Vamos continuar a ter de reformar o Estado, cortar despesa e reformar o nosso modelo de desenvolvimento. Vamos continuar a ter um problema de finanças públicas para resolver. Todas essas questões fundamentais não fogem só porque dá jeito em termos de retórica política.
Mas eis que nos anunciam um 'novo ciclo', virado para o investimento. O 'novo ciclo' vem com nova orgânica ministerial e com um plano de reforma do Código do IRC preparado por um grupo de trabalho que já vinha do 'antigo ciclo'.
Acontece que nós continuamos a ter de resolver o nosso problema de finanças públicas e a ter de reformar o Estado. Por outro lado, o crescimento das exportações com a crise não é o mesmo que dizer que o nosso modelo de desenvolvimento se alterou - em particular quando vemos ideias a flutuar sobre programas de apoio à construção.
Por outro lado, se quisermos continuar a ter financiamento externo, em particular da «troika», vamos ter de continuar a aplicar medidas de austeridade. Por muito que muito boa gente pense que o que é preciso é ter «voz grossa», isso é muito fácil de dizer da Oposição, mas na prática serve essencialmente para antagonizar o outro lado com que se negoceia.
O «novo ciclo», em termos substantivos, não se iniciou com a remodelação governamental e com a moção de confiança. Teve início em 2011, quando uma crise internacional veio pôr a nu os problemas estruturais que Portugal passou (sejamos simpáticos) dez anos a empurrar com a barriga. E os problemas com que nos defrontamos são problemas complexos, não se resolvem em dois anos, e podemos bem ter mais uma década deste ciclo, depois da década anterior de crescimento quase inexistente.

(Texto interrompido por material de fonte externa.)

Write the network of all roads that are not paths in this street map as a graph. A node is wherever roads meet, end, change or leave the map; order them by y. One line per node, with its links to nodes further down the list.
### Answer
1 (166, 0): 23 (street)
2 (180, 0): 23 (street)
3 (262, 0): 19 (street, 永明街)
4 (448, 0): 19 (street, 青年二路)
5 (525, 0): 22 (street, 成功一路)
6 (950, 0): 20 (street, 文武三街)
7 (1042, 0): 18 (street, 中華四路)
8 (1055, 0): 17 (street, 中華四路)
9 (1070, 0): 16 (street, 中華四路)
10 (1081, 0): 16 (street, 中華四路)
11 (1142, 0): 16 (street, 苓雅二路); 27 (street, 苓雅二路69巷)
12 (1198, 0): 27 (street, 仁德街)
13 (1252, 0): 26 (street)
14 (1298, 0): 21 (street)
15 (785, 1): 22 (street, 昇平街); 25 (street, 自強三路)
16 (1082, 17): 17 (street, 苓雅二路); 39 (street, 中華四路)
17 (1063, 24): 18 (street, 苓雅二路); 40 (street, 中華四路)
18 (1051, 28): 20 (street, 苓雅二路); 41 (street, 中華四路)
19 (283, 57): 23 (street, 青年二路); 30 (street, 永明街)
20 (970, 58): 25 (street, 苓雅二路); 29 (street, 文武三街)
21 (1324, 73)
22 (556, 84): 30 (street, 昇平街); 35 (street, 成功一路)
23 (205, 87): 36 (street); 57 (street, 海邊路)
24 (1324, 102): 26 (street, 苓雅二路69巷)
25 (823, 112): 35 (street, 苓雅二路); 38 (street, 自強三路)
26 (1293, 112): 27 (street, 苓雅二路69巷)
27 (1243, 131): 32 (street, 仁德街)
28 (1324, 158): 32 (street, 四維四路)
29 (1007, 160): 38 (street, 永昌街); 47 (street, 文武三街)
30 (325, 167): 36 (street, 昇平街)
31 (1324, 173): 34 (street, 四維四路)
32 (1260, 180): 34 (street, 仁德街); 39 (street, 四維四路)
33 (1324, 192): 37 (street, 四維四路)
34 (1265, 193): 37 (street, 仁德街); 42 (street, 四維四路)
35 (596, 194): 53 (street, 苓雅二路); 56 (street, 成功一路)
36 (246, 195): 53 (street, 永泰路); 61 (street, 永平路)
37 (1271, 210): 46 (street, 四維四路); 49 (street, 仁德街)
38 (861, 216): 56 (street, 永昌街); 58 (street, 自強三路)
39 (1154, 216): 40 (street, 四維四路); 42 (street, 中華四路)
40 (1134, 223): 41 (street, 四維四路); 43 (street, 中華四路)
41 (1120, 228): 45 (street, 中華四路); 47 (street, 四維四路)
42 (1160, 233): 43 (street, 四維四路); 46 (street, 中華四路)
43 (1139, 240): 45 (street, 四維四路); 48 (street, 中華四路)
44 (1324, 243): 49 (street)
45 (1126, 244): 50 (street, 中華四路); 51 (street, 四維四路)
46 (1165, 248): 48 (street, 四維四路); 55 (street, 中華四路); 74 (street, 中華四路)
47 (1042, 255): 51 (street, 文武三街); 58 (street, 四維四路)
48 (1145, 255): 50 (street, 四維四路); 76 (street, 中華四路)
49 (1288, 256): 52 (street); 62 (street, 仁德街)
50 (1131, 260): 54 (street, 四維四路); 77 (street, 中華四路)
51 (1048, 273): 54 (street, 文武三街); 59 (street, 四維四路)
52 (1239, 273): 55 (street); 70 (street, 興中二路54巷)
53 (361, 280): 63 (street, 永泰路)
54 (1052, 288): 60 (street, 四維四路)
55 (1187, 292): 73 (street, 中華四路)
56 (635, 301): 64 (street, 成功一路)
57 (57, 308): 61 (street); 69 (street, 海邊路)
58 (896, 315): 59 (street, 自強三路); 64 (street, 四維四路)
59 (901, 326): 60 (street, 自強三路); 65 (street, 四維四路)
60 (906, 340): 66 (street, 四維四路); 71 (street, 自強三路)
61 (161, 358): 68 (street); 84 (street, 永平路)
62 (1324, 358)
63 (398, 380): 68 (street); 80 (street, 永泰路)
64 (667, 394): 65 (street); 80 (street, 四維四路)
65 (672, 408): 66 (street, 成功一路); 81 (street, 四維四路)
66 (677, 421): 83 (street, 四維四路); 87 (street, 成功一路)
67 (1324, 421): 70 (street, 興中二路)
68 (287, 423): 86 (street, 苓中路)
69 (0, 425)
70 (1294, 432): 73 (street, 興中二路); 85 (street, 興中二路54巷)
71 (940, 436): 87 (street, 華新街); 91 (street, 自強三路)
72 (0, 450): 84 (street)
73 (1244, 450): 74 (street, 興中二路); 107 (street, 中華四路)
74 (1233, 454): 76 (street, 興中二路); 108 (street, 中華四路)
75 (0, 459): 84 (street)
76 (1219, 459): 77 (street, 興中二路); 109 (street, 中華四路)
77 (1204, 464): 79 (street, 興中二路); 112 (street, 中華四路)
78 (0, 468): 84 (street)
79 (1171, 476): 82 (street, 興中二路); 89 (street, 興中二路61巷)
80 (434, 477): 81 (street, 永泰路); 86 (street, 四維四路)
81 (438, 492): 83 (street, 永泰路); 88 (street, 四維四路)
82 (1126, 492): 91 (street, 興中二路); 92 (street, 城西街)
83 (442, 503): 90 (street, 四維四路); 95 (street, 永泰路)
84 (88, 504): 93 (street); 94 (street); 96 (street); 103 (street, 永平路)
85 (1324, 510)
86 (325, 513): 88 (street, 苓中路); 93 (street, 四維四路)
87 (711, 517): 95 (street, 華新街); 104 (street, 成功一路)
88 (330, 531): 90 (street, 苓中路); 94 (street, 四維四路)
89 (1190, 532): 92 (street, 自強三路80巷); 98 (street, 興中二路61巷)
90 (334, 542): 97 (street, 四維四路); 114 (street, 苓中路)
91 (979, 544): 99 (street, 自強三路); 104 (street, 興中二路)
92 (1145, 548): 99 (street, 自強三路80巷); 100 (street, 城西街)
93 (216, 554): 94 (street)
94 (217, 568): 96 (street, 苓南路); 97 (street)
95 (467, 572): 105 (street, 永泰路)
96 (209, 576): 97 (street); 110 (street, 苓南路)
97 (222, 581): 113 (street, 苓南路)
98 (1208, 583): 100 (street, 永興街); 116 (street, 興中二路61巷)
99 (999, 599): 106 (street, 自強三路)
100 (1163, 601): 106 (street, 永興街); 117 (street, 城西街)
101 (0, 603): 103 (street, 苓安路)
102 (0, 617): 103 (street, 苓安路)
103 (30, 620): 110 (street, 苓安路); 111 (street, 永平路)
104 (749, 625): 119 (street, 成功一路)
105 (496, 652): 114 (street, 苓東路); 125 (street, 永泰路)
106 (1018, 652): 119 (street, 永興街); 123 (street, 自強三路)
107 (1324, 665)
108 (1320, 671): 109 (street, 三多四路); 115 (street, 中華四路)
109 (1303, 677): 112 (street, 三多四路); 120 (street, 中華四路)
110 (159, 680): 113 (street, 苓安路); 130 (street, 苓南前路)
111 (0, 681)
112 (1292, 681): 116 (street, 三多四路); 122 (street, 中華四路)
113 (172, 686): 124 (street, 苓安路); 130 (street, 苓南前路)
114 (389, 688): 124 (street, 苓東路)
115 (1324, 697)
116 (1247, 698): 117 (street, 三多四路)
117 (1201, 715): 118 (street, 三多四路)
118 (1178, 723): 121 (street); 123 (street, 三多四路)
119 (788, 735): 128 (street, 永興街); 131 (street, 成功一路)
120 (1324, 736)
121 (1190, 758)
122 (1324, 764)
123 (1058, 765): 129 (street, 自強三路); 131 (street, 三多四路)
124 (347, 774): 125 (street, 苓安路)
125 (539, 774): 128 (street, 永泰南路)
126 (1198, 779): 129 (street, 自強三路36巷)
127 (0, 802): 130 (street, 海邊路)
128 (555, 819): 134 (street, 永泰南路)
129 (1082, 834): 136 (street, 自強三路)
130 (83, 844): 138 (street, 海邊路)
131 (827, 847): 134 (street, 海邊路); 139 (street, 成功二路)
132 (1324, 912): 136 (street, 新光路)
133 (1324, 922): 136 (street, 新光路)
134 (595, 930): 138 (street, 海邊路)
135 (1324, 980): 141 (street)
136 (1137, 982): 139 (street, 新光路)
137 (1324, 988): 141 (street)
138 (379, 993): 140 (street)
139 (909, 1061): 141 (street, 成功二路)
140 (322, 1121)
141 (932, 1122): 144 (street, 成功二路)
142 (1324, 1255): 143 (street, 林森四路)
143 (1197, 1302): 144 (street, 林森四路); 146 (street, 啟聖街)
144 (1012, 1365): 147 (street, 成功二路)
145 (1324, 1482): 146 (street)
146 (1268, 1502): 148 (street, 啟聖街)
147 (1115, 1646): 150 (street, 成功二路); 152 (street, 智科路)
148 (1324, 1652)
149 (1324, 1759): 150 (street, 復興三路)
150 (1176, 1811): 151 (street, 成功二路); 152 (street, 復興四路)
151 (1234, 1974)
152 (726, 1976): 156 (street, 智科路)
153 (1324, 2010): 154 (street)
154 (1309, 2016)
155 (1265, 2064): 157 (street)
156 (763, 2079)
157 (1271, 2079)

O «novo ciclo» anunciado pelo Governo é uma manobra retórica. O ênfase retórico agora vai estar em falar sobre crescimento económico, sobre investimento (público e privado), sobre «a economia», e menos sem finanças. Vamos ver medidas como a reforma do Código do IRC anunciadas com pompa e circunstância.
Mas o problema de finanças públicas vai continuar a existir, o problema da reforma do Estado vai continuar a existir e o problema dos cortes de despesa vai continuar a existir. Cortar no IRC significa que o ênfase no corte de despesa pública não só não vai desaparecer, como vai tornar-se ainda mais relevante - é importante que o corte no IRC, a existir, não seja visto como temporário, na medida em que o défice se mantenha um problema.
Em termos substantivos, vamos continuar a ter medidas de austeridade. A retórica do Governo poderá mudar. Mas duvido que tenhamos um milagre económico trazido por um pacote de medidas intervencionistas governamentais com dinheiro que não existe, tenho quase a certeza que os estímulos que vão sendo passados continuem a ter efeitos nulos (Impulso Jovem, Estímulo 2012 e 2013...), e não estou a ver a reforma do Código do IRC a ter grandes efeitos sem cortes na despesa e uma reforma a sério do Estado.